Your goal: The answer must be every line of the records in which the string "wherever" appears.

[Saved entries]

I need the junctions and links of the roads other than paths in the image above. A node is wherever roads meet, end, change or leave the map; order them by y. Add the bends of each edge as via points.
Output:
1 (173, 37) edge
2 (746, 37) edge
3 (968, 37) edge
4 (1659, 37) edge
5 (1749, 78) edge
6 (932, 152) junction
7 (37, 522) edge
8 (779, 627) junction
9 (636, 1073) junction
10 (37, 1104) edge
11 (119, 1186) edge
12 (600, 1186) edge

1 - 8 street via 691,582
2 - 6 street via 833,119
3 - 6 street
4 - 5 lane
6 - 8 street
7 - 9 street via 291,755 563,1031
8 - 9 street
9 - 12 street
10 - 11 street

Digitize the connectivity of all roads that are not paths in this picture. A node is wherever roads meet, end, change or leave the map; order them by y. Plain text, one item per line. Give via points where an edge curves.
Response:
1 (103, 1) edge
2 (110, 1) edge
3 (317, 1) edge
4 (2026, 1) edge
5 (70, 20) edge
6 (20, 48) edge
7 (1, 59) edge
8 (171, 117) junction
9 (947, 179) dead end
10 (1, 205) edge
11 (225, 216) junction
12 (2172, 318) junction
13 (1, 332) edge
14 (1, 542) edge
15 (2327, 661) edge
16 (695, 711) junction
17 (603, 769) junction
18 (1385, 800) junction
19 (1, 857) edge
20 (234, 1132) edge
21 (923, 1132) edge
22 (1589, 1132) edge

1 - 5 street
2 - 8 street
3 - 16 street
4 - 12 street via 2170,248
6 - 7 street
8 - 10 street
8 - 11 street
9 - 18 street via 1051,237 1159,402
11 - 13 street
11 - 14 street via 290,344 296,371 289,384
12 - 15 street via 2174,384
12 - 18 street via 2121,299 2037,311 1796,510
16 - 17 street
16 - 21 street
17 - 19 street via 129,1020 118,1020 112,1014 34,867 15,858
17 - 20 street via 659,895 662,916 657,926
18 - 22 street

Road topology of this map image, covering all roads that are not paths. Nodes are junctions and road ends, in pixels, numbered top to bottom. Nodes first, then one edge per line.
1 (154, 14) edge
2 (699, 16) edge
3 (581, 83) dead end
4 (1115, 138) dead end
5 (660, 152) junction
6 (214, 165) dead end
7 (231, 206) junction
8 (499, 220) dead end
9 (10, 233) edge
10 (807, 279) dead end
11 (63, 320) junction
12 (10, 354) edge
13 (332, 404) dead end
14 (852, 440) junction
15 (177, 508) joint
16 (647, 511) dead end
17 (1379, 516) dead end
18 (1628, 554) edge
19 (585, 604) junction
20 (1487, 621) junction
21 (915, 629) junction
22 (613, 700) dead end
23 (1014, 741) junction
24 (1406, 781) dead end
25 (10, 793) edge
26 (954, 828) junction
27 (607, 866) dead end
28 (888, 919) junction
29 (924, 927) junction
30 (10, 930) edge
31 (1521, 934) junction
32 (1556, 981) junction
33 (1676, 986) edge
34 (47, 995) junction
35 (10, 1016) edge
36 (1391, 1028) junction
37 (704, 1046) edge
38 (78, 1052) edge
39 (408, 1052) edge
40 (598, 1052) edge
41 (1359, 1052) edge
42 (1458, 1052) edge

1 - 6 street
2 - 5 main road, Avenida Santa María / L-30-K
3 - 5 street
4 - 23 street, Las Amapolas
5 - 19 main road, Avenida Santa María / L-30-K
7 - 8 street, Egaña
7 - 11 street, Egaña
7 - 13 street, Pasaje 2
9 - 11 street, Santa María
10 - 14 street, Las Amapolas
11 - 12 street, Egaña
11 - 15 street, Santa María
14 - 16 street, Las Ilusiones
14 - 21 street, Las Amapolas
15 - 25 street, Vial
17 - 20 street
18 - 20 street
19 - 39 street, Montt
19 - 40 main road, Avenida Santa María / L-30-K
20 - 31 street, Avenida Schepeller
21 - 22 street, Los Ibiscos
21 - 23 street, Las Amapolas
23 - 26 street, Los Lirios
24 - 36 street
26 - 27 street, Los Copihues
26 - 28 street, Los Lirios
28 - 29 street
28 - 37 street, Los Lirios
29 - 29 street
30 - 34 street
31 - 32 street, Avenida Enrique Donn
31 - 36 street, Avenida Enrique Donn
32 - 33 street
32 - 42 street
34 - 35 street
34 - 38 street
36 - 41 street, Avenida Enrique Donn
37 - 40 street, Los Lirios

Final answer:
I need the junctions and links of the roads other than paths in the image above. A node is wherever roads meet, end, change or leave the map; order them by y. Add the bends of each edge as via points.
Digitize the connectivity of all roads that are not paths in this picture. A node is wherever roads meet, end, change or leave the map; order them by y. Plain text, one item per line. Give via points where an edge curves.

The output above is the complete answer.